▶ The problem: The reply should hold every record, copied exactly, and none of the pictures.

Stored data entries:
[Start of Attachment]
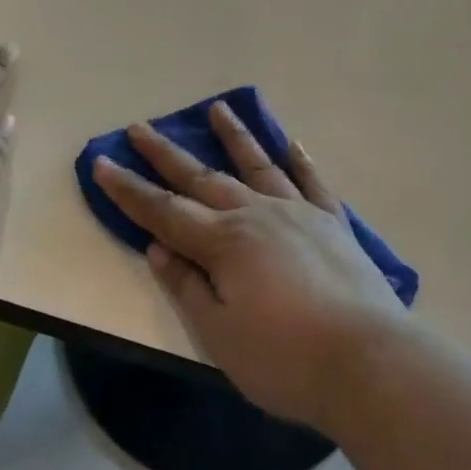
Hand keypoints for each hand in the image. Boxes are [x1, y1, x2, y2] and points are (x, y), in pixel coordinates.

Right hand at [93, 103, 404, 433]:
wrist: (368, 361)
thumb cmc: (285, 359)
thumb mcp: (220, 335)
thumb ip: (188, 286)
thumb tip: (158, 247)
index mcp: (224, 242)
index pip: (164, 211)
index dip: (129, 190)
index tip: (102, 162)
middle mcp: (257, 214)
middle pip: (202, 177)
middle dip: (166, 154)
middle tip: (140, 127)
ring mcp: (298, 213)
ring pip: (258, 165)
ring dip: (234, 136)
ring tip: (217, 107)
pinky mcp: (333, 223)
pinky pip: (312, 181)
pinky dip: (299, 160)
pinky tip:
[End of Attachment]
▶ Answer to this exercise:
Hand keypoints for each hand in the image. Boxes are [x1, y1, x2, y2] and points are (x, y), in pixel coordinates.

Right hand at [93, 103, 404, 433]:
wrist: (368, 361)
thumb cmc: (285, 359)
thumb mcp: (220, 335)
thumb ip: (188, 286)
thumb tip: (158, 247)
index mcp: (224, 242)
index pip: (164, 211)
index dip: (129, 190)
index tip: (102, 162)
middle mcp: (257, 214)
middle pip: (202, 177)
middle dip: (166, 154)
middle tip: (140, 127)
ring mcp: (298, 213)
ring pip: (258, 165)
ring dip: (234, 136)
ring tip: (217, 107)
pinky mcp: (333, 223)
pinky pip: (312, 181)
pinky dip: (299, 160)
pinky tip:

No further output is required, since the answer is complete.